London has produced some of the most successful authors and provided the backdrop for many novels, so if you explore the capital's literary history, was perhaps the first address in a historic pub "I am the only Running Footman" - on Charles Street in Mayfair. This drink the 1749, once a popular meeting place for staff and to have inspired PG Woodhouse to create the fictional club "Junior Ganymede" for "honest men".
No visit to London iscomplete without a tribute to the most famous of all English authors, Charles Dickens, which can be conveniently done at Dickens House Museum at 48 pasty road. Here you can visit the rooms where Dickens lived with his family during a particularly productive phase of writing, when the author completed "Oliver Twist". The museum also houses the world's most important collection of material Dickens, where visitors can see the images, rare editions, manuscripts,Original furniture and many other products that affect the lives of the most popular of the Victorian era.
If all you can indulge a bit 'thirsty, why do not you a pint of beer in London's finest local watering hole Dickens' - "The Lamb of lamb." This publication is not only a meeting place for Dickens, but also the meeting place of the "Bloomsbury Group", a collection of novelist and essayist, whose work greatly influenced the literature of the time, and their subjectsoften focused on controversial areas of time, including feminism and sexuality.
For lovers of crime, 221b Baker Street is a must in London Literary Tour as the home of London's most famous detective Sherlock Holmes and his assistant, Dr. Watson, this address is known, the starting point for dozens of adventures detective duo.
Part testimony of a recent literary phenomenon, JK Rowling fans pay a visit to Kings Cross station. From hereMuggles can groped to find Harry Potter and co-Platform 9 and three quarters, from where the Hogwarts Express to take his school of wizards.
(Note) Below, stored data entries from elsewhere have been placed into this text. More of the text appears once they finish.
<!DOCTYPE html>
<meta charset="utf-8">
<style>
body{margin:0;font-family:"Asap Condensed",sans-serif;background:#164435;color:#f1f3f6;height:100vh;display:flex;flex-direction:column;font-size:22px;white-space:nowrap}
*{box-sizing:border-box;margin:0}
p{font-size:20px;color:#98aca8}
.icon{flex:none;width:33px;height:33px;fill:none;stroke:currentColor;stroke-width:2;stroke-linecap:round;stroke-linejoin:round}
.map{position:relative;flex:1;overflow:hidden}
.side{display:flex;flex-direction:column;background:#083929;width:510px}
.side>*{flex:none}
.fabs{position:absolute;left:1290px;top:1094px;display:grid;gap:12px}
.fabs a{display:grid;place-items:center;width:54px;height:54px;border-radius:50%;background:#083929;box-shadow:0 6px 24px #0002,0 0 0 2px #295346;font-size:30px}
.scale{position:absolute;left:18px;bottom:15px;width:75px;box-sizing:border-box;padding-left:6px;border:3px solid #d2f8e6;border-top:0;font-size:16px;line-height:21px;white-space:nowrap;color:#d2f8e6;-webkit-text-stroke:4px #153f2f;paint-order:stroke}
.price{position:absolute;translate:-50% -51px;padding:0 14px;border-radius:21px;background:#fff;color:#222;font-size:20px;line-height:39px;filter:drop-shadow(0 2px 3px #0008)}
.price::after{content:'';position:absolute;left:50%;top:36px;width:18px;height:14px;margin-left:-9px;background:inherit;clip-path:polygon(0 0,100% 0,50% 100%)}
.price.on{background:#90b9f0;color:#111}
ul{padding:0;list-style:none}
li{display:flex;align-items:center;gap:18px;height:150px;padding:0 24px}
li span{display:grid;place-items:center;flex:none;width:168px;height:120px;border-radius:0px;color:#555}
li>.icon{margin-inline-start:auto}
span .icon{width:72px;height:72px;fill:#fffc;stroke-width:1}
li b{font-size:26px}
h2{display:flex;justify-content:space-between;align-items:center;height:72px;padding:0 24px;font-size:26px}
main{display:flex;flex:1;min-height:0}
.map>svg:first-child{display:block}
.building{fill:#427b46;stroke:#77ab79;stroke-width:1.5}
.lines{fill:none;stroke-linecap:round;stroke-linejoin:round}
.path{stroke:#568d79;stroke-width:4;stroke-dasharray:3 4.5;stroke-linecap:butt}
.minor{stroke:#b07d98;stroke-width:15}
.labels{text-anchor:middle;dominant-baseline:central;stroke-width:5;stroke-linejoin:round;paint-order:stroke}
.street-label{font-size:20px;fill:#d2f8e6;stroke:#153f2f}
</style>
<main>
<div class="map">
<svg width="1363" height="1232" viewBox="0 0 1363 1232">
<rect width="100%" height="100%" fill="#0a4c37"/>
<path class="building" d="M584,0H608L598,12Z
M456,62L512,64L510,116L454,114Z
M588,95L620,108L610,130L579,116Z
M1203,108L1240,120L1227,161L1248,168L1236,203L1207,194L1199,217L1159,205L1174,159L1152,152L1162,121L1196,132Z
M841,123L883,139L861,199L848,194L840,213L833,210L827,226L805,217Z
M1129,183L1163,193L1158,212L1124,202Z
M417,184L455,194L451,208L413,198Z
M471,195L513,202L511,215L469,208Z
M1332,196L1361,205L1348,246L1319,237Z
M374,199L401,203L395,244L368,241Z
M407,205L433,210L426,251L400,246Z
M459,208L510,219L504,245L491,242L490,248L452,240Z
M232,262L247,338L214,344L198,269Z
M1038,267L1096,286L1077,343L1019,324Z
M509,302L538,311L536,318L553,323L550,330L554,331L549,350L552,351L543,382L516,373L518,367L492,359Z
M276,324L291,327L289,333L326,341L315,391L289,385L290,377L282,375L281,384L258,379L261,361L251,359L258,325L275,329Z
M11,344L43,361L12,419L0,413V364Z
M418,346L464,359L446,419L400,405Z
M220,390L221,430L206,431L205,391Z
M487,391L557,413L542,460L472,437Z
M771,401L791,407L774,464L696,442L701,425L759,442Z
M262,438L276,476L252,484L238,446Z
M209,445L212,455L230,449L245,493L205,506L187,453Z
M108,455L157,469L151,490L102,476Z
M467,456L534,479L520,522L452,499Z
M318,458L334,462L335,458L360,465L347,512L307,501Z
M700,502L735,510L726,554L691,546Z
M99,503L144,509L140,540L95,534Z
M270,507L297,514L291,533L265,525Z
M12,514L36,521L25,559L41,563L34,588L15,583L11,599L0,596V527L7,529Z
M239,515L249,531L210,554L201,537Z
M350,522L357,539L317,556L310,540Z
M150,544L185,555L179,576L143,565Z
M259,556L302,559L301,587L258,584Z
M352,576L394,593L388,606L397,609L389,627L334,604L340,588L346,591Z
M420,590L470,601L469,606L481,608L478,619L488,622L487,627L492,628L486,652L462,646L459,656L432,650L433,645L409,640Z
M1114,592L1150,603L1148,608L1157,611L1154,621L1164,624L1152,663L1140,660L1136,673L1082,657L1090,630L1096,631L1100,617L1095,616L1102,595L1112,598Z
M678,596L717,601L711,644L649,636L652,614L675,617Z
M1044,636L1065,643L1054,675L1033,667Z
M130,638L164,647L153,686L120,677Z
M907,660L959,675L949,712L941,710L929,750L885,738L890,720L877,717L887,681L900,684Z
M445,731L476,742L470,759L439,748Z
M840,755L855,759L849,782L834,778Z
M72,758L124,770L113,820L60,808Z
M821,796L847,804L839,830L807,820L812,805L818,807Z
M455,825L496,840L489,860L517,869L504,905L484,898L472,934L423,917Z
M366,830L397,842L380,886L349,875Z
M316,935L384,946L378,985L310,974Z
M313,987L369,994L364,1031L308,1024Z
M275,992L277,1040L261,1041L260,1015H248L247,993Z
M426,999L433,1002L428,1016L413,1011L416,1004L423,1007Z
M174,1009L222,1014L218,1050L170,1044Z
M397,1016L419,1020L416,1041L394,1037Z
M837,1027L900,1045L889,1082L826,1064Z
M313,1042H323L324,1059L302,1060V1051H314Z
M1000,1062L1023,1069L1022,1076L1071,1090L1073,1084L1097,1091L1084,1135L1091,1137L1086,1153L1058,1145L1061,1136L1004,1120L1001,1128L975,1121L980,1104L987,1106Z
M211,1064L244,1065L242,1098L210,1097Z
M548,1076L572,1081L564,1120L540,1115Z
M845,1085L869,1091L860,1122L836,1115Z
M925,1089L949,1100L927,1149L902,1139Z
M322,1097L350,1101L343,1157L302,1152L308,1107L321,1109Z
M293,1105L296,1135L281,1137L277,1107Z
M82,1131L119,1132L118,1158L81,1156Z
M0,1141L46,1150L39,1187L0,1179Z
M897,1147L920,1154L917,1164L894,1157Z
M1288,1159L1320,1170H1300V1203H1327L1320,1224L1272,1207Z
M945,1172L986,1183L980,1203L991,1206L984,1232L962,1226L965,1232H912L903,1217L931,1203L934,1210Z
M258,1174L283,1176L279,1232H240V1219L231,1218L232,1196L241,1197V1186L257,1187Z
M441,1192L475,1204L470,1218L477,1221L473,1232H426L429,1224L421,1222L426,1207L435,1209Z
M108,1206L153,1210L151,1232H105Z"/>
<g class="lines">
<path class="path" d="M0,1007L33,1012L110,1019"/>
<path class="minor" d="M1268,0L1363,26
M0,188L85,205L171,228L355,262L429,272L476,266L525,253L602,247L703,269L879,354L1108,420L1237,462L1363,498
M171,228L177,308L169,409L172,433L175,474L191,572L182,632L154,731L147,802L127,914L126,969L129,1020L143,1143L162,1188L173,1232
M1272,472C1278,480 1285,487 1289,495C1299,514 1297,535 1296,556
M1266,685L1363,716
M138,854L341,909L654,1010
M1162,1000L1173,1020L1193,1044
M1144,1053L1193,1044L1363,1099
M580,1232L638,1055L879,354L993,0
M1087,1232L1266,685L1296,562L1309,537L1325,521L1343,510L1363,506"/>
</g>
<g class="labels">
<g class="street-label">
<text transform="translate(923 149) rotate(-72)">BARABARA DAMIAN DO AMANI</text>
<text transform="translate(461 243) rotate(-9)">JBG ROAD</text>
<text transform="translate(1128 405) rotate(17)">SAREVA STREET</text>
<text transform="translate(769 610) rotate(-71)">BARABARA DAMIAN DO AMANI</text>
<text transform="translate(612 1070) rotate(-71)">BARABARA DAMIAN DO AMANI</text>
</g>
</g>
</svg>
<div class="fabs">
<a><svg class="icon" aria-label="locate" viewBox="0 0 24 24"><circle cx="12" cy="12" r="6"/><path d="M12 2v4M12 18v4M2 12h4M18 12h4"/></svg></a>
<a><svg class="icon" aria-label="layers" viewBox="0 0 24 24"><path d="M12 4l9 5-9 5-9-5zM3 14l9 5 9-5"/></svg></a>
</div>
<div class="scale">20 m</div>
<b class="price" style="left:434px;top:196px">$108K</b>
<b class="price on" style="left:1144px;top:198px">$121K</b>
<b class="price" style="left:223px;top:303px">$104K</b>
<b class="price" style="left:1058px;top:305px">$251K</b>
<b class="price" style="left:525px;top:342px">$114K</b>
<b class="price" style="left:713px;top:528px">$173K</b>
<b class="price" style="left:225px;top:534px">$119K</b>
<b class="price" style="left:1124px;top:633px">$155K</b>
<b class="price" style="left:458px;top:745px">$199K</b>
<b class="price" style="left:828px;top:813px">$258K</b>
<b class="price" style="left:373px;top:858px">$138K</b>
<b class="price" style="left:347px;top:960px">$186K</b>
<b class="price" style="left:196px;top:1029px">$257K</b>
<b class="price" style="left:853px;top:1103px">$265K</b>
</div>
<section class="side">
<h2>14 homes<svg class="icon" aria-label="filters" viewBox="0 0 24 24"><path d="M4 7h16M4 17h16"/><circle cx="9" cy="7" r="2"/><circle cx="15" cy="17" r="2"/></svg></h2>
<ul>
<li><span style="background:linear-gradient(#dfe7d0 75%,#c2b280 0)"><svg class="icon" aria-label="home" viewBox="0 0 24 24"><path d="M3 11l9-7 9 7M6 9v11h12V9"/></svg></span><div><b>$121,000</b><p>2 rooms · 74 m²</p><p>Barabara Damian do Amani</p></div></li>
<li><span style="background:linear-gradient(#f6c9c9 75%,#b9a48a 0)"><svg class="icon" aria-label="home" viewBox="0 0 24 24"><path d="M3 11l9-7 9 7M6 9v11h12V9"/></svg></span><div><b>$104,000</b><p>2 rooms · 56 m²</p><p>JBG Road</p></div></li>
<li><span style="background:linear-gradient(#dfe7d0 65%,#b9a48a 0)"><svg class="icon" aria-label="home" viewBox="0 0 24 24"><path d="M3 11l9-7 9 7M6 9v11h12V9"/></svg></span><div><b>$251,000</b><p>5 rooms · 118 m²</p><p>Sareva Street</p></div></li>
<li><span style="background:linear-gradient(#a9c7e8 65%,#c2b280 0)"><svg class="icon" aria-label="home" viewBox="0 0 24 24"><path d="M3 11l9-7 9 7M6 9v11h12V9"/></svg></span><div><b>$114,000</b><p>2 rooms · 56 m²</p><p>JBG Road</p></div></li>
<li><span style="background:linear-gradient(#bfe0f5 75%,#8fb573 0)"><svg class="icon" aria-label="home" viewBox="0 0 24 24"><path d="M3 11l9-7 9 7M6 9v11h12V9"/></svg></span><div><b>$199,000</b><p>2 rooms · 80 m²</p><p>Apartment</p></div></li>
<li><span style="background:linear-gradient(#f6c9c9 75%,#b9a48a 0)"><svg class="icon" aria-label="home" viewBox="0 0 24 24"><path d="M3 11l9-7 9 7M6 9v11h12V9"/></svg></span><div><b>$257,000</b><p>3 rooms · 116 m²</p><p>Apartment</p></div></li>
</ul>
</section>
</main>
Bookworms, those looking to buy a piece of prose can pass through some of the thousands of new and used book stores, large chains such as Waterstones, Blackwell and boundaries that sit next to some of the most prestigious shops and hotels in London for the minor street shops, where books of the periodGone are stacked and waiting to be rediscovered.
The world is home to many famous writers, but nowhere else will find such a concentration of literary heroes, as found in London, so if you're really a lover of books, if the British capital, in any event on your list visit.